Exercise brief: Repeat all the records exactly, omitting pictures.

Material shown:
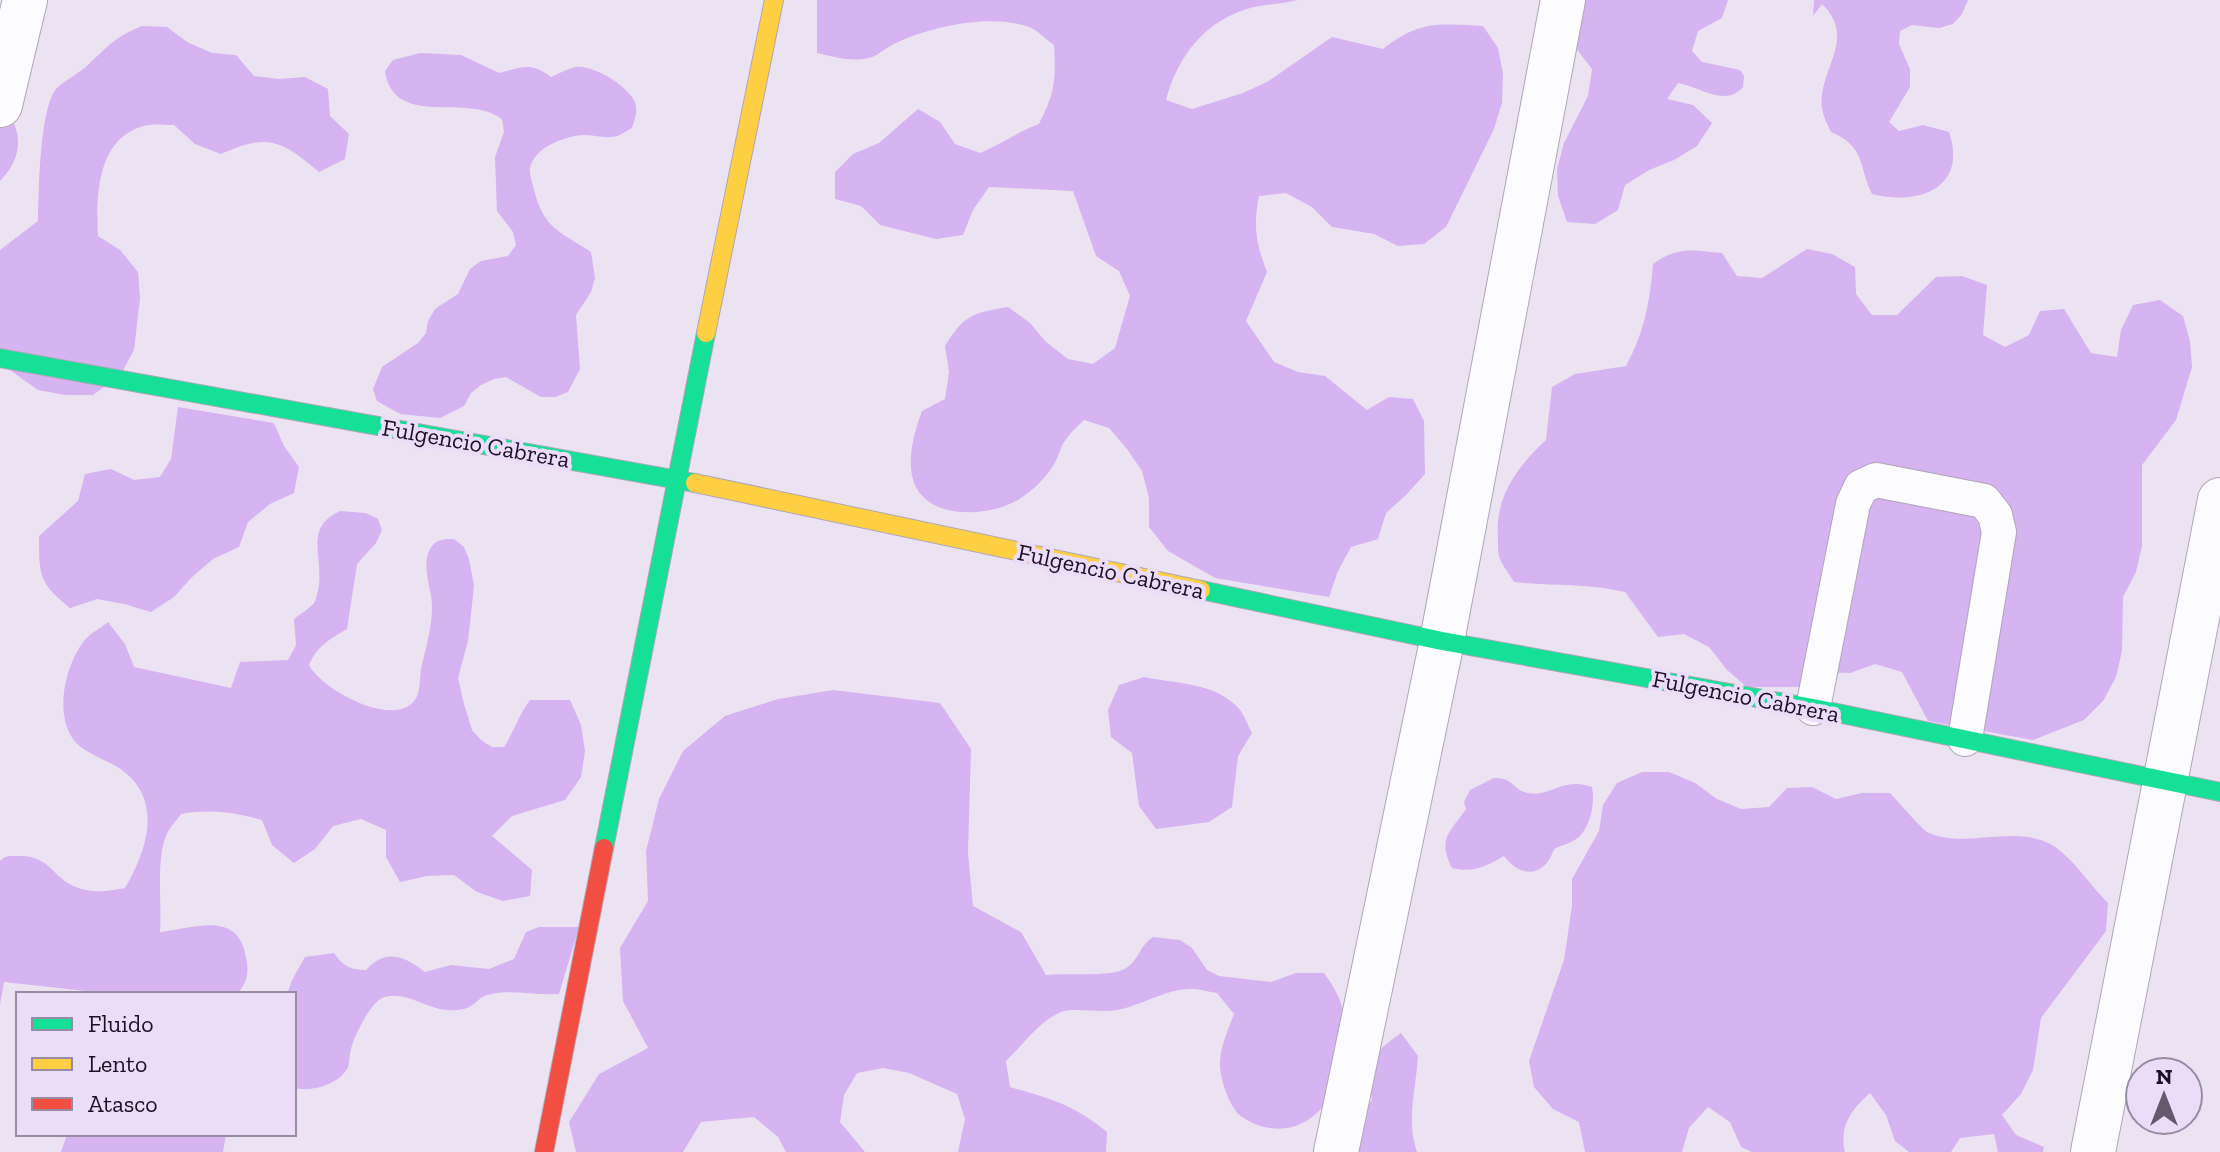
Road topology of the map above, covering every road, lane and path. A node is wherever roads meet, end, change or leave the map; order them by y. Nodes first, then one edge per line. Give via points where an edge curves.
1 (25, 0) edge
2 (774, 0) edge
3 (1563, 0) edge
4 (0, 105) edge
5 (0, 358) edge
6 (676, 479) junction
7 (2220, 500) edge
8 (1442, 641) junction
9 (1813, 708) junction
10 (1965, 739) junction
11 (2166, 781) junction
12 (2220, 792) edge
13 (544, 1152) edge
14 (1336, 1152) edge
15 (2093, 1152) edge

1 - 4 street
2 - 6 main road
3 - 8 street
5 - 6 main road, Fulgencio Cabrera
6 - 8 main road, Fulgencio Cabrera
6 - 13 main road
7 - 11 street
8 - 9 main road, Fulgencio Cabrera
8 - 14 street
9 - 10 main road, Fulgencio Cabrera
9 - 10 lane via 1853,504 1861,487 1876,480 1984,501 1999,532
10 - 11 main road, Fulgencio Cabrera
11 - 12 main road, Fulgencio Cabrera
11 - 15 street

Reply:
Road topology of the map above, covering every road, lane and path. A node is wherever roads meet, end, change or leave the map; order them by y. Nodes first, then one edge per line. Give via points where an edge curves.
1 (25, 0) edge
2 (774, 0) edge
3 (1563, 0) edge
4 (0, 105) edge
5 (0, 358) edge
6 (676, 479) junction
7 (2220, 500) edge
8 (1442, 641) junction
9 (1813, 708) junction
10 (1965, 739) junction
11 (2166, 781) junction
12 (2220, 792) edge
13 (544, 1152) edge
14 (1336, 1152) edge
15 (2093, 1152) edge

1 - 4 street
2 - 6 main road
3 - 8 street
5 - 6 main road, Fulgencio Cabrera
6 - 8 main road, Fulgencio Cabrera
6 - 13 main road
7 - 11 street
8 - 9 main road, Fulgencio Cabrera
8 - 14 street
9 - 10 main road, Fulgencio Cabrera
9 - 10 lane via 1853,504 1861,487 1876,480 1984,501 1999,532
10 - 11 main road, Fulgencio Cabrera
11 - 12 main road, Fulgencio Cabrera
11 - 15 street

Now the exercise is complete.